GOAL OF THE EXERCISE:
Looking through the listing below, state how many lines have the word "Avril" in them. Only the number should be given.

RECORDS FOR THE TASK:
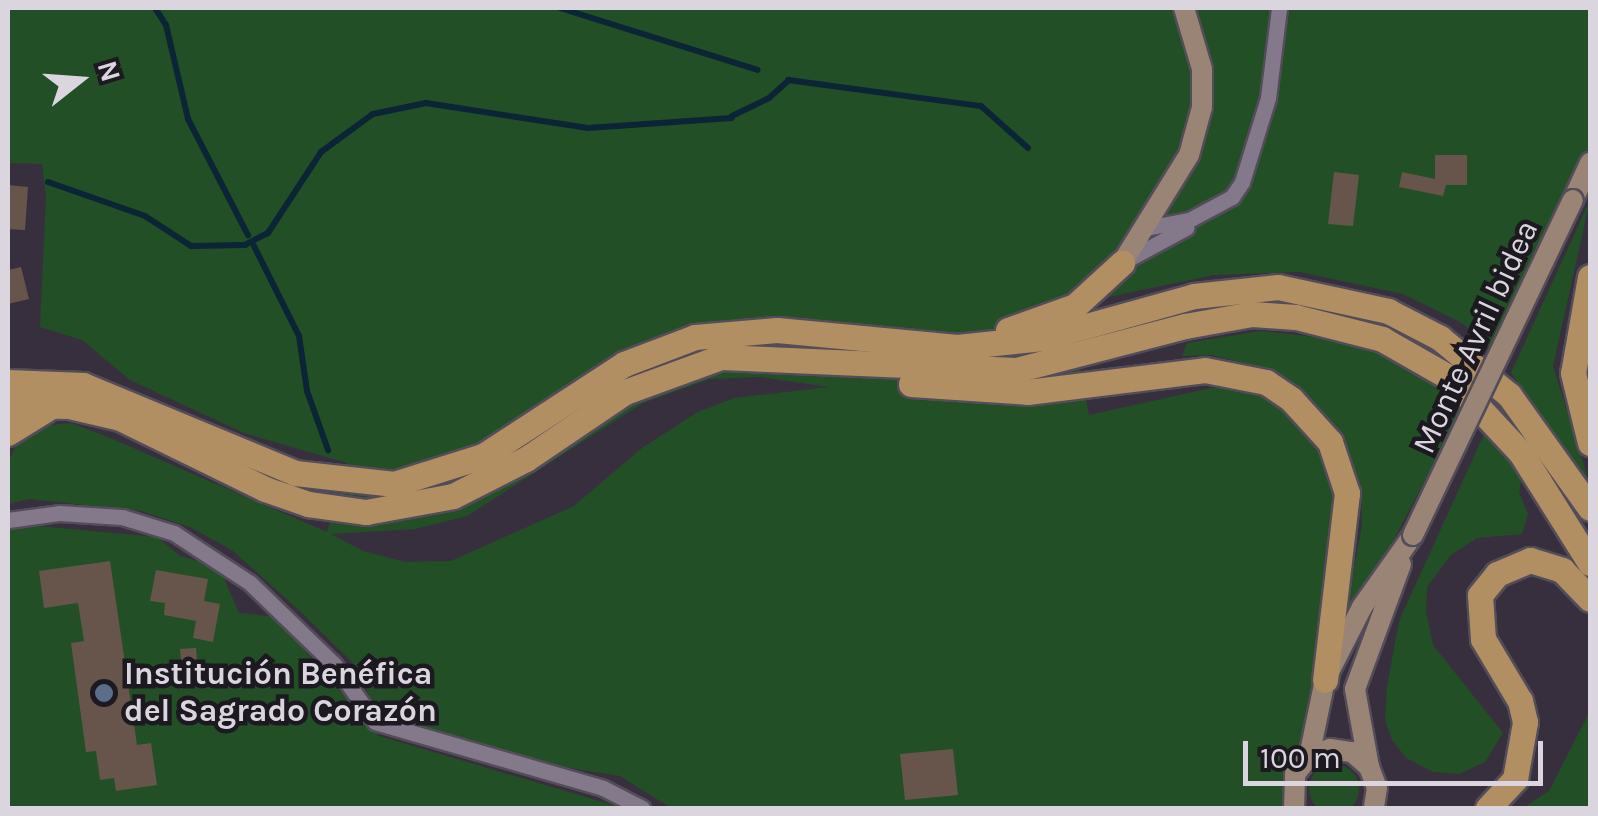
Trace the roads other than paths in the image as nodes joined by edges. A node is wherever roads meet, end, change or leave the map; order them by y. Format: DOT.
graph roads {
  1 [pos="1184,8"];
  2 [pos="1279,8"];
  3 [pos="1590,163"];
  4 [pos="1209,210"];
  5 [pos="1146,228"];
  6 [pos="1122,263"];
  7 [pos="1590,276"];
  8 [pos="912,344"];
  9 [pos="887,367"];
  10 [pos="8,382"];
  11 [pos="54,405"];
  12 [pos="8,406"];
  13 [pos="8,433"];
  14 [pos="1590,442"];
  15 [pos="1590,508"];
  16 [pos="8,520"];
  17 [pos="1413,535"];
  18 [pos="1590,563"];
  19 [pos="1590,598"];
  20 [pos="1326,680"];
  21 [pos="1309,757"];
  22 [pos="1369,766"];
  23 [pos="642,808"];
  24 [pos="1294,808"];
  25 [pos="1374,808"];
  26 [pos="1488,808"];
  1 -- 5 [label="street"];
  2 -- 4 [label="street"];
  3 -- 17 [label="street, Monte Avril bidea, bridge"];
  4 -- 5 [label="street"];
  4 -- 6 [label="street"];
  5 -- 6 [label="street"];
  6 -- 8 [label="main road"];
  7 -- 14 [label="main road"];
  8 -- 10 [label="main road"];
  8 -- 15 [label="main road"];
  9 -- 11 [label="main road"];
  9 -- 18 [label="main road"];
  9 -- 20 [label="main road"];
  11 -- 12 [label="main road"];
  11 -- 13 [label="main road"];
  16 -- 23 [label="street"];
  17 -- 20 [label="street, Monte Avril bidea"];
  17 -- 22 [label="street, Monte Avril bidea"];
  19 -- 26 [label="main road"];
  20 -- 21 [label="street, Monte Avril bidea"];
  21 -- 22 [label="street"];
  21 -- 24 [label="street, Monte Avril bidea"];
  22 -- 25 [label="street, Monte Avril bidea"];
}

SOLUTION TO THE EXERCISE:
6